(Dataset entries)
===============
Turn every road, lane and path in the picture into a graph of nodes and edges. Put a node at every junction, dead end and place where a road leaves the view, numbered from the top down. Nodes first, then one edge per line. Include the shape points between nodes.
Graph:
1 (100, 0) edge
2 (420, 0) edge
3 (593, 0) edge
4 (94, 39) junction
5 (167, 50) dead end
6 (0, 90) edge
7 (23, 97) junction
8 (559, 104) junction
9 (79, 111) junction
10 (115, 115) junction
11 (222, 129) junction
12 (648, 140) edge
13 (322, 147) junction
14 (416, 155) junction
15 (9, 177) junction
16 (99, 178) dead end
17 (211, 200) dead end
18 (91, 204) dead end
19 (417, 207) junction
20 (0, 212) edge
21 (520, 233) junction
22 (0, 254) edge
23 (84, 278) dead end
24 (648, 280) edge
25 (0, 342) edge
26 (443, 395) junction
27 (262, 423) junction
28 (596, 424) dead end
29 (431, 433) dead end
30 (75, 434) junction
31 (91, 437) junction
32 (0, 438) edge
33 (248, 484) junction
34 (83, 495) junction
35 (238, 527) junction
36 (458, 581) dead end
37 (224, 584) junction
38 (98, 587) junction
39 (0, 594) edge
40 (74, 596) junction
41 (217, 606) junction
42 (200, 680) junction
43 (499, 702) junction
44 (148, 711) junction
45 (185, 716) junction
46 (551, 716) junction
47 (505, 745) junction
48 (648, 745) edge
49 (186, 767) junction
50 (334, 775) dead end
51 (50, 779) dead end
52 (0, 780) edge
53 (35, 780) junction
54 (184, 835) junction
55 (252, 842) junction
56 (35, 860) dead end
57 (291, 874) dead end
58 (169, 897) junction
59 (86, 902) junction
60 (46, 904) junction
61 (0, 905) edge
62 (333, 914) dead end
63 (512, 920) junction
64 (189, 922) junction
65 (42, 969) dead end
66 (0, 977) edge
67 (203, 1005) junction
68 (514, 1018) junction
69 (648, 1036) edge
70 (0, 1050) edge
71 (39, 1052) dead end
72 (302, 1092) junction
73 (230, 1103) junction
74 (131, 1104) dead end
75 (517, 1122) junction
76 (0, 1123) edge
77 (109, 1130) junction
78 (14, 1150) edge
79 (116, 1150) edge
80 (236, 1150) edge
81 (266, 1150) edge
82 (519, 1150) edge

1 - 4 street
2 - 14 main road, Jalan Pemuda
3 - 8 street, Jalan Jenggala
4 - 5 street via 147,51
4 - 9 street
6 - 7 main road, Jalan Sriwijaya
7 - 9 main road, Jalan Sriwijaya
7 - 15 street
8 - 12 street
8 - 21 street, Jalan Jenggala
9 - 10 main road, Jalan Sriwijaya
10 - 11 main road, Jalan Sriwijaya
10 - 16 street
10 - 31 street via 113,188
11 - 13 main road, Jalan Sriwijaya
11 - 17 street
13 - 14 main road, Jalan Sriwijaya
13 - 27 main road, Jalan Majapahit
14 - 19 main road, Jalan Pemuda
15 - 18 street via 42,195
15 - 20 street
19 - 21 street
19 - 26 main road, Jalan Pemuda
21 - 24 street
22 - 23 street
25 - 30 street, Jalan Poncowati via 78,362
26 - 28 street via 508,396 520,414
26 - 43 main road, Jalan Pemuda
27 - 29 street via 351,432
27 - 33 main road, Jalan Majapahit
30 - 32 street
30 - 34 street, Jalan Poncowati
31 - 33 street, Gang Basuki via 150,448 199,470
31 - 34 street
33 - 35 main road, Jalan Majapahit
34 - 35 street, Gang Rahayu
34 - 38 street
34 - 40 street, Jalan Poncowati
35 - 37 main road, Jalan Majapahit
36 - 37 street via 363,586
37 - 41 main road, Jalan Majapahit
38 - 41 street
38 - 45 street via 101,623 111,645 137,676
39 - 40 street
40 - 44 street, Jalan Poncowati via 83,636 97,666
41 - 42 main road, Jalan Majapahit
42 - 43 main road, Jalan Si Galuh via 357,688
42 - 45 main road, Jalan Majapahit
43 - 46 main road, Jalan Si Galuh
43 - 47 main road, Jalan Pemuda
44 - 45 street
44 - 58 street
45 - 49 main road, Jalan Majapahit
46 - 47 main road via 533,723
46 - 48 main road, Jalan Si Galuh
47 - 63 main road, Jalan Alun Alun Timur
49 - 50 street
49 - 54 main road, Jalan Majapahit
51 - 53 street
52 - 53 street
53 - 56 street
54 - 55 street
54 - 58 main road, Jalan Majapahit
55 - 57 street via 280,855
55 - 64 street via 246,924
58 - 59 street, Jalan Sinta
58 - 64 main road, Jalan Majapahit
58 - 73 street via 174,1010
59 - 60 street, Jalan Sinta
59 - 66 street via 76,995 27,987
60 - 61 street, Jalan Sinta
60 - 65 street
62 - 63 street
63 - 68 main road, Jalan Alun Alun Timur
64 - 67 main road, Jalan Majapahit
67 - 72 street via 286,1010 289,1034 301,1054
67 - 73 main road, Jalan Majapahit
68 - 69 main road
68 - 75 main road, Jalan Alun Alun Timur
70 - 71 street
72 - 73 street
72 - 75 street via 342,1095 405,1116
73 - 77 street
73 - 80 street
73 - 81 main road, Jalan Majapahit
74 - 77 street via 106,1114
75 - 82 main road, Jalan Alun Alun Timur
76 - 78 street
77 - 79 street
===============
## PROBLEM
Write out each entry again, leaving every word as it is.

## THE ANSWER
Turn every road, lane and path in the picture into a graph of nodes and edges. Put a node at every junction, dead end and place where a road leaves the view, numbered from the top down. Nodes first, then one edge per line. Include the shape points between nodes.
Graph:
1 (100, 0) edge
2 (420, 0) edge
3 (593, 0) edge
4 (94, 39) junction
5 (167, 50) dead end
6 (0, 90) edge
7 (23, 97) junction
8 (559, 104) junction
9 (79, 111) junction
10 (115, 115) junction
11 (222, 129) junction
12 (648, 140) edge
13 (322, 147) junction
14 (416, 155) junction
15 (9, 177) junction
16 (99, 178) dead end
17 (211, 200) dead end
18 (91, 204) dead end
19 (417, 207) junction
20 (0, 212) edge
21 (520, 233) junction
22 (0, 254) edge
23 (84, 278) dead end
24 (648, 280) edge
25 (0, 342) edge
26 (443, 395) junction
27 (262, 423) junction
28 (596, 424) dead end
29 (431, 433) dead end
30 (75, 434) junction
31 (91, 437) junction
32 (0, 438) edge
33 (248, 484) junction
34 (83, 495) junction
35 (238, 527) junction
36 (458, 581) dead end
37 (224, 584) junction
38 (98, 587) junction
39 (0, 594) edge
40 (74, 596) junction
41 (217, 606) junction
42 (200, 680) junction
43 (499, 702) junction
44 (148, 711) junction
45 (185, 716) junction
46 (551, 716) junction
47 (505, 745) junction
48 (648, 745) edge
49 (186, 767) junction
50 (334, 775) dead end
51 (50, 779) dead end
52 (0, 780) edge
53 (35, 780) junction
54 (184, 835) junction
55 (252, 842) junction
56 (35, 860) dead end
57 (291, 874) dead end
58 (169, 897) junction
59 (86, 902) junction
60 (46, 904) junction
61 (0, 905) edge
62 (333, 914) dead end
63 (512, 920) junction
64 (189, 922) junction
65 (42, 969) dead end
66 (0, 977) edge
67 (203, 1005) junction
68 (514, 1018) junction
69 (648, 1036) edge
70 (0, 1050) edge
71 (39, 1052) dead end
72 (302, 1092) junction
73 (230, 1103) junction
74 (131, 1104) dead end
75 (517, 1122) junction
76 (0, 1123) edge
77 (109, 1130) junction
78 (14, 1150) edge
79 (116, 1150) edge
80 (236, 1150) edge
81 (266, 1150) edge
82 (519, 1150) edge

1 - 4 street
2 - 14 main road, Jalan Pemuda
3 - 8 street, Jalan Jenggala
4 - 5 street via 147,51
4 - 9 street
6 - 7 main road, Jalan Sriwijaya
7 - 9 main road, Jalan Sriwijaya
7 - 15 street
8 - 12 street
8 - 21 street, Jalan Jenggala
9 - 10 main road, Jalan Sriwijaya
10 - 11 main road, Jalan Sriwijaya
10 - 16 street
10 - 31 street via 113,188
11 - 13 main road, Jalan Sriwijaya
11 - 17 street
13 - 14 main road, Jalan Sriwijaya
13 - 27 main road, Jalan Majapahit
14 - 19 main road, Jalan Pemuda
15 - 18 street via 42,195
15 - 20 street
19 - 21 street
19 - 26 main road, Jalan Pemuda
21 - 24 street
22 - 23 street
25 - 30 street, Jalan Poncowati via 78,362
26 - 28 street via 508,396 520,414
26 - 43 main road, Jalan Pemuda
27 - 29 street via 351,432
27 - 33 main road, Jalan Majapahit
30 - 32 street
30 - 34 street, Jalan Poncowati
31 - 33 street, Gang Basuki via 150,448 199,470
31 - 34 street
33 - 35 main road, Jalan Majapahit
34 - 35 street, Gang Rahayu
34 - 38 street
34 - 40 street, Jalan Poncowati
35 - 37 main road, Jalan Majapahit
36 - 37 street via 363,586
37 - 41 main road, Jalan Majapahit
38 - 41 street
38 - 45 street via 101,623 111,645 137,676
39 - 40 street
40 - 44 street, Jalan Poncowati via 83,636 97,666
41 - 42 main road, Jalan Majapahit
42 - 43 main road, Jalan Si Galuh via 357,688
42 - 45 main road, Jalan Majapahit
43 - 46 main road, Jalan Si Galuh
43 - 47 main road, Jalan Pemuda
44 - 45 street
44 - 58 street
45 - 49 main road, Jalan Majapahit
46 - 47 main road via 533,723
46 - 48 main road, Jalan Si Galuh
47 - 63 main road, Jalan Alun Alun Timur
49 - 50 street
49 - 54 main road, Jalan Majapahit
51 - 53 street
52 - 53 street
53 - 56 street
54 - 55 street
54 - 58 main road, Jalan Majapahit
55 - 57 street via 280,855
55 - 64 street via 246,924
58 - 59 street, Jalan Sinta
58 - 64 main road, Jalan Majapahit
58 - 73 street via 174,1010
59 - 60 street, Jalan Sinta
59 - 66 street via 76,995 27,987
60 - 61 street, Jalan Sinta
60 - 65 street
62 - 63 street
63 - 68 main road, Jalan Alun Alun Timur
64 - 67 main road, Jalan Majapahit
67 - 72 street via 286,1010 289,1034 301,1054
67 - 73 main road, Jalan Majapahit
68 - 69 main road
68 - 75 main road, Jalan Alun Alun Timur
70 - 71 street
72 - 73 street
72 - 75 street via 342,1095 405,1116
73 - 77 street
73 - 80 street
73 - 81 main road, Jalan Majapahit
74 - 77 street via 106,1114
75 - 82 main road, Jalan Alun Alun Timur
76 - 78 street
77 - 79 street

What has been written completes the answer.